It took place on 4th July 1910, offers to referee had been telegrammed to writer Arthur Conan Doyle and even to President Taft, both were declined and Tex Rickard was given the job. Independence day would have been a fitting occasion for The President of the United States to referee a championship contest!

20,000 people filled the purpose built stadium, the majority whites hoping to see the champion dethroned, but they were not in luck. The younger, stronger champion dominated proceedings from the start, and Jeffries was dropped twice (for the first time in his career) en route to a 15th round finale when his corner threw in the towel to avoid a knockout being placed on his otherwise unblemished record.

The result caused racial tensions to overflow across the country.
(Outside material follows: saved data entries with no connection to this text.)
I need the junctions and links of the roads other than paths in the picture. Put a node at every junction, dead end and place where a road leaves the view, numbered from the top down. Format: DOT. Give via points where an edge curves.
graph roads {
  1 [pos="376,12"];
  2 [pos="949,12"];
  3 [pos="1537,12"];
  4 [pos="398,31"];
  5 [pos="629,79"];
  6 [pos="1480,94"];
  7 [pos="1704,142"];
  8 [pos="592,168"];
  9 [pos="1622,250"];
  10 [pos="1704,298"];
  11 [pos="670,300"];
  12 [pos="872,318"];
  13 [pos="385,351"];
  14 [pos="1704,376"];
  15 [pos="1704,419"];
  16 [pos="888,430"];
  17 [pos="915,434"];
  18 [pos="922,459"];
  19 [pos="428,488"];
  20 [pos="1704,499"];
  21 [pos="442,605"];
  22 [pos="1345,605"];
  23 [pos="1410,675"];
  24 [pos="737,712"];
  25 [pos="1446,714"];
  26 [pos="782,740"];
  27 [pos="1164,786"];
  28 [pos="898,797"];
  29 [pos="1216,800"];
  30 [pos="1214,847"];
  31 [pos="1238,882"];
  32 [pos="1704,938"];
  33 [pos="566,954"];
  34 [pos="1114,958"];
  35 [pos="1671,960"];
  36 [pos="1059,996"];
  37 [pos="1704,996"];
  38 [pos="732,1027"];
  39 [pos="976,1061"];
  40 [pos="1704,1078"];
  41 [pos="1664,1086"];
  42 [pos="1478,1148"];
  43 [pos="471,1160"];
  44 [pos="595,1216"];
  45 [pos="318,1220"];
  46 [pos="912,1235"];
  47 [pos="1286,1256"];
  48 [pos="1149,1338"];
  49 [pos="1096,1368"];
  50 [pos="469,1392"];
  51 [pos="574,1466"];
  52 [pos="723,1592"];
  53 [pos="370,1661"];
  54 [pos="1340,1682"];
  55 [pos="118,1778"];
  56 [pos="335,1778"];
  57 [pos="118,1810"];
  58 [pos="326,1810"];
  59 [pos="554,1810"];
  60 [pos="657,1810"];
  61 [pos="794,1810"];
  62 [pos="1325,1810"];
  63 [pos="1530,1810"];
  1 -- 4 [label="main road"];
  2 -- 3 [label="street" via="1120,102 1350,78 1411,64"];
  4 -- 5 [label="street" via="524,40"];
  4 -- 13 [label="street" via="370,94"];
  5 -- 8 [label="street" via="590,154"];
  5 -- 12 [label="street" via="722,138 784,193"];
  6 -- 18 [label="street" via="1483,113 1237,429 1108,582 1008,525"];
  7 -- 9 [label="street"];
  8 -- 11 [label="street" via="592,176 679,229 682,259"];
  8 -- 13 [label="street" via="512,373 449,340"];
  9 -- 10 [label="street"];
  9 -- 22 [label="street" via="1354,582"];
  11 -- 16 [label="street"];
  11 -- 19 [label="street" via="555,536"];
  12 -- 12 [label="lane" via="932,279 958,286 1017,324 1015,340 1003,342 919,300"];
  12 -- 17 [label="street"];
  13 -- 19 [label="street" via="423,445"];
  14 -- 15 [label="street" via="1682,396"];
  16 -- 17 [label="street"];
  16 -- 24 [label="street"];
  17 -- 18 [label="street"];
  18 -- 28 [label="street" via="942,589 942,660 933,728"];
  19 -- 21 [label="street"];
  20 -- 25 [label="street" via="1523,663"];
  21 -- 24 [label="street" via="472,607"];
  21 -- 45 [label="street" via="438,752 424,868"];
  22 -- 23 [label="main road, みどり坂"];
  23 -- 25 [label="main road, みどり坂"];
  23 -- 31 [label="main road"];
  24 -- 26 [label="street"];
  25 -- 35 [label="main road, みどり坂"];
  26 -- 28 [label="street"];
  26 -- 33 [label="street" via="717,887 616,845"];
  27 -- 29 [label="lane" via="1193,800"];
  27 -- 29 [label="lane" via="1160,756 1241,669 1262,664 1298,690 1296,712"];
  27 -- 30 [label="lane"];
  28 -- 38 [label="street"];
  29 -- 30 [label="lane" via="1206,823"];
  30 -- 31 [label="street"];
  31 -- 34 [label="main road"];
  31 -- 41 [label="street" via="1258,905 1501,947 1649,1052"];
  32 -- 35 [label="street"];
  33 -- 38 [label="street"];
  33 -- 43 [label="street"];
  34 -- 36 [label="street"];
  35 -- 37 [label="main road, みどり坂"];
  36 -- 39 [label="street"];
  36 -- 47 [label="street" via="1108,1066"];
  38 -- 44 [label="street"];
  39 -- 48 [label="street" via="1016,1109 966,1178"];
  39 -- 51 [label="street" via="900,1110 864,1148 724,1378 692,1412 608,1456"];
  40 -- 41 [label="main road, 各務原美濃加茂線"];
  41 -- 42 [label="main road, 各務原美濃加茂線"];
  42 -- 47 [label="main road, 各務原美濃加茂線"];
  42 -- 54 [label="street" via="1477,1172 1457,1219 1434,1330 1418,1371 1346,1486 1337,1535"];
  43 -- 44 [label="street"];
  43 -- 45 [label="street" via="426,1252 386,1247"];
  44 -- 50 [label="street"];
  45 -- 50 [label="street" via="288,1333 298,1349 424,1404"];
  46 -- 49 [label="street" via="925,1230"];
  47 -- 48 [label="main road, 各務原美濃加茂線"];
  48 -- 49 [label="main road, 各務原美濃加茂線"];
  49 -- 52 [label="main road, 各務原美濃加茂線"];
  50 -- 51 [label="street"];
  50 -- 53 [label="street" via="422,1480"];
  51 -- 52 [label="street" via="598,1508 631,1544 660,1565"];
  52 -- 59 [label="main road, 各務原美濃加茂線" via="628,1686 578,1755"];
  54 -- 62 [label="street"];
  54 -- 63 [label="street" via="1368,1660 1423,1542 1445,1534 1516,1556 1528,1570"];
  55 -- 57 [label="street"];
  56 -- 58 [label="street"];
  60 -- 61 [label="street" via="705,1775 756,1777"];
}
Riots were reported in 25 states, and around 13 people died (mainly black citizens), with hundreds more injured.

Jack Johnson’s championship reign ended in Havana, Cuba on April 5th 1915. The bout took place in front of 25,000 people.

Jess Willard, of Kansas was the opponent. He seemed outmatched for much of the fight, with Johnson clearly winning the majority of the rounds until the 20th, when he seemed to tire. Willard started to gain an upper hand, and eventually knocked Johnson out midway through the 26th round. Johnson later claimed to have taken a dive though it’s widely disputed, and the footage (though not of great quality) seems to suggest he was genuinely beaten by Willard, who later told the press “If Johnson throwed [sic] it, I wish he throwed it sooner. It was hotter than hell down there.”

Willard made several appearances in the ring over the next few years, though only officially defended the championship once, defeating Frank Moran in March 1916.

On 4th July 1919 Willard defended the title for the second time, in Ohio, against The ‘Manassa Mauler’, Jack Dempsey.

Dempsey was far shorter than Willard (most fighters were!) at 6’1” and was giving up a weight advantage, but administered a sound and severe beating. Dempsey put Willard on the canvas seven times in the first round alone, and broke his jaw in the process, as well as causing many cuts and contusions. Willard bravely fought on, making it through the third round before his corner retired him. It remains one of the most savage beatings in heavyweight boxing history.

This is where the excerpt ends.